[Start of section]

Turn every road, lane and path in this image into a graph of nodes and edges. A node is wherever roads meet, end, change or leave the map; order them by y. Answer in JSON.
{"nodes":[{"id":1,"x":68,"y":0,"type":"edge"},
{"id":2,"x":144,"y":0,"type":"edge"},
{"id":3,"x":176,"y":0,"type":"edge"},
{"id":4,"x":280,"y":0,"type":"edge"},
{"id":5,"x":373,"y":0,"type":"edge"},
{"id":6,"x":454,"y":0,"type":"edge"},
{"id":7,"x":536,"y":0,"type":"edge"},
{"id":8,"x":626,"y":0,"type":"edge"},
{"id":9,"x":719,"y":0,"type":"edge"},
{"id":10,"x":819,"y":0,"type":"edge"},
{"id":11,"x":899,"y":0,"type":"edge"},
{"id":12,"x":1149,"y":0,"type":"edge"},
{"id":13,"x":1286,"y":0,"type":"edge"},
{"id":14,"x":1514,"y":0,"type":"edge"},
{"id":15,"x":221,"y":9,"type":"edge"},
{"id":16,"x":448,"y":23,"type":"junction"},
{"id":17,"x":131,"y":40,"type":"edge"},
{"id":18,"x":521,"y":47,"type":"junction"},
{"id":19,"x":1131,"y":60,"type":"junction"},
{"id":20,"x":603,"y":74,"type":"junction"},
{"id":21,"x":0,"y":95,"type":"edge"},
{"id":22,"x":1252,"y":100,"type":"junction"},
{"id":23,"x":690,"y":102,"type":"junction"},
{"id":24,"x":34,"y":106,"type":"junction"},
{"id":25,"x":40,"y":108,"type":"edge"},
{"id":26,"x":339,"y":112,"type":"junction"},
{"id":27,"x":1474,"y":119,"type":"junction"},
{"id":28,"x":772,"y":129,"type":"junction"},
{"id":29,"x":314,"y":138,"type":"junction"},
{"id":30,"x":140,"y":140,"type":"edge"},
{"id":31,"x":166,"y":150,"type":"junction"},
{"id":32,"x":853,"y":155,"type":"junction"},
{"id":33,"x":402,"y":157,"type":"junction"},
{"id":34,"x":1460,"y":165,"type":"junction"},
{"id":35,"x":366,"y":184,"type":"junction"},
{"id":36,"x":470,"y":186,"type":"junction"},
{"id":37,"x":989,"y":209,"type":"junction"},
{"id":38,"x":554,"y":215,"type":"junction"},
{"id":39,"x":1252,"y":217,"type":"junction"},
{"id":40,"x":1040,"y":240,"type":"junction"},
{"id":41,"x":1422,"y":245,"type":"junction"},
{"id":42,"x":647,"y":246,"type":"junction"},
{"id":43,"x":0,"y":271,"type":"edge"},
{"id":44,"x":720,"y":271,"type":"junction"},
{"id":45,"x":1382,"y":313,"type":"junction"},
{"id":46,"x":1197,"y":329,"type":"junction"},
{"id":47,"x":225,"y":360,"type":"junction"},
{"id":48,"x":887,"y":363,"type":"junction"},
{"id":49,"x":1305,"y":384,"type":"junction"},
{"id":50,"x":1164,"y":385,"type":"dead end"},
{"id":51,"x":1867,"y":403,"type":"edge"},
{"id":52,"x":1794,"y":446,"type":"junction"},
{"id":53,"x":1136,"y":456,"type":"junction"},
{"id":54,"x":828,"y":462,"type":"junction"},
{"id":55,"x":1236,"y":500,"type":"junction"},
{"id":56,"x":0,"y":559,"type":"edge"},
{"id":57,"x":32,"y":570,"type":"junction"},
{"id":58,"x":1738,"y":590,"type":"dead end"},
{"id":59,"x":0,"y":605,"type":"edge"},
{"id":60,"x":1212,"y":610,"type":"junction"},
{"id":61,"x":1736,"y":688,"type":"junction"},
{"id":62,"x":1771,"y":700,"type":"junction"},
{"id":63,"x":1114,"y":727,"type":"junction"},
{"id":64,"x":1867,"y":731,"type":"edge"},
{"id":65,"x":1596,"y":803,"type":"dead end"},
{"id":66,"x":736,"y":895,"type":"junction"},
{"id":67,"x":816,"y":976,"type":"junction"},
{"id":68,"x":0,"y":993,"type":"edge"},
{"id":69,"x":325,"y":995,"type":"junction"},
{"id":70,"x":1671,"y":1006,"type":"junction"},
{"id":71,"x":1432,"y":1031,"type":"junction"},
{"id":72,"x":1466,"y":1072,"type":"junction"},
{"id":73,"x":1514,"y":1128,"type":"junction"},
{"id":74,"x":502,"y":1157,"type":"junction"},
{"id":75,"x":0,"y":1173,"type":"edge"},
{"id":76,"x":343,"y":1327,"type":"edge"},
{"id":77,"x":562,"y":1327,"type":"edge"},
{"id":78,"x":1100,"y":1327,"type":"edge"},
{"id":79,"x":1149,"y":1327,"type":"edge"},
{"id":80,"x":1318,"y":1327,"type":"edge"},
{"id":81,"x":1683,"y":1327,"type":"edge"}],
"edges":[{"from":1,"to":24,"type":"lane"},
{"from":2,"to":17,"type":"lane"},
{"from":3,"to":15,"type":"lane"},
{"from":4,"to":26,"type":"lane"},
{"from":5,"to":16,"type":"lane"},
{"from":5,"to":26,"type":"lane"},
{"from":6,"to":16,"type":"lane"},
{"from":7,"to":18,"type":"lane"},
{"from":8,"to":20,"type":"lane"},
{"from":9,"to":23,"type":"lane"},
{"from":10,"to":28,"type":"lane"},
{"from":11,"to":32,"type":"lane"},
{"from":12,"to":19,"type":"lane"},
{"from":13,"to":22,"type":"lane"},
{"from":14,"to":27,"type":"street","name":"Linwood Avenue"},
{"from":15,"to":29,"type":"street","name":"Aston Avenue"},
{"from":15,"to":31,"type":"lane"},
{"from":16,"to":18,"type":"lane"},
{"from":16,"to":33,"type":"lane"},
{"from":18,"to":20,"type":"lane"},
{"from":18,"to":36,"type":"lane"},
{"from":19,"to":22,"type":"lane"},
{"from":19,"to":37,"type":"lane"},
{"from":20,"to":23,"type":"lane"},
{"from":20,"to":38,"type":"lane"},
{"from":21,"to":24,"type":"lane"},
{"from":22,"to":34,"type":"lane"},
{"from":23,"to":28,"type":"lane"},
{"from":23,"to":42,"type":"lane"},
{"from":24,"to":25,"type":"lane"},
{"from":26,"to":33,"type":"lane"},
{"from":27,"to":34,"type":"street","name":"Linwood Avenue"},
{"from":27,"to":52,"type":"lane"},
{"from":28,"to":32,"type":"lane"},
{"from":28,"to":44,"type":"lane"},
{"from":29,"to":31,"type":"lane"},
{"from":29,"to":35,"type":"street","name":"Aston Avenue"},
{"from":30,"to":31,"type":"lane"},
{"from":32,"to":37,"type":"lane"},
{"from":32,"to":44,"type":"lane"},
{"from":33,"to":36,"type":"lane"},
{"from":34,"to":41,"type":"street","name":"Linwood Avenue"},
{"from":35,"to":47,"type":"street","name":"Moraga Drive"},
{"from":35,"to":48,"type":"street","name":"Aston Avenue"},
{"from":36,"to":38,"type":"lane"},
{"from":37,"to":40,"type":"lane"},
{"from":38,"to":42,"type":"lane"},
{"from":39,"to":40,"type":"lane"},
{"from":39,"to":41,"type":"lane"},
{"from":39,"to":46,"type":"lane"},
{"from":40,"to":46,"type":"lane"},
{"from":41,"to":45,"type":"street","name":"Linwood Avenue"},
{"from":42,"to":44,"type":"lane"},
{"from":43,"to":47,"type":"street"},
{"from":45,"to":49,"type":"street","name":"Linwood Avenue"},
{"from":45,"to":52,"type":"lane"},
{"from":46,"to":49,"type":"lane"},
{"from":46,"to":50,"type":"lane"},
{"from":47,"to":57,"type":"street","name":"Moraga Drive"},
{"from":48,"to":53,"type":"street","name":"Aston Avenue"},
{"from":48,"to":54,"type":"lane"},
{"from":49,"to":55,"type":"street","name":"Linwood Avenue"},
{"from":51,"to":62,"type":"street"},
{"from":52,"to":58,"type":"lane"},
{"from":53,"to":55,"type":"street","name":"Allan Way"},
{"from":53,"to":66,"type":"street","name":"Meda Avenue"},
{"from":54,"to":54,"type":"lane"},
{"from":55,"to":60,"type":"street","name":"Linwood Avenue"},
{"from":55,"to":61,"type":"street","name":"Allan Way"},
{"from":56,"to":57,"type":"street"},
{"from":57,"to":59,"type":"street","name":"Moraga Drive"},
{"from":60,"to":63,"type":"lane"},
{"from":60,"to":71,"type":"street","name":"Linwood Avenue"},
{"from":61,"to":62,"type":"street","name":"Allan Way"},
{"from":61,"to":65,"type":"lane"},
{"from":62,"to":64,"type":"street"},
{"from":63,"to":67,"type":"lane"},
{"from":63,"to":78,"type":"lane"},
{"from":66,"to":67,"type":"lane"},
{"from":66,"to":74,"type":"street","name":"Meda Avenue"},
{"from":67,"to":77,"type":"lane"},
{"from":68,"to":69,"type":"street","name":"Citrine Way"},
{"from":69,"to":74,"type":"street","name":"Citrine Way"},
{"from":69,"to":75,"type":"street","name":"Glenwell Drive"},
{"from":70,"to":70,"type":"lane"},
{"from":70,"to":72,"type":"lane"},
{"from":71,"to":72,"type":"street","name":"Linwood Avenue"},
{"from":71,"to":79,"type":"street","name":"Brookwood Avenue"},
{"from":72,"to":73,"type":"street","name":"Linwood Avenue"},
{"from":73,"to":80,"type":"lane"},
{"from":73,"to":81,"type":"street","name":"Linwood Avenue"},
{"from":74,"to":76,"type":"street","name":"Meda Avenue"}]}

[End of section]

Go through the entries above and copy every line containing "edges".

Turn every road, lane and path in this image into a graph of nodes and edges. A node is wherever roads meet, end, change or leave the map; order them by y. Answer in JSON.
"edges":[{"from":1,"to":24,"type":"lane"},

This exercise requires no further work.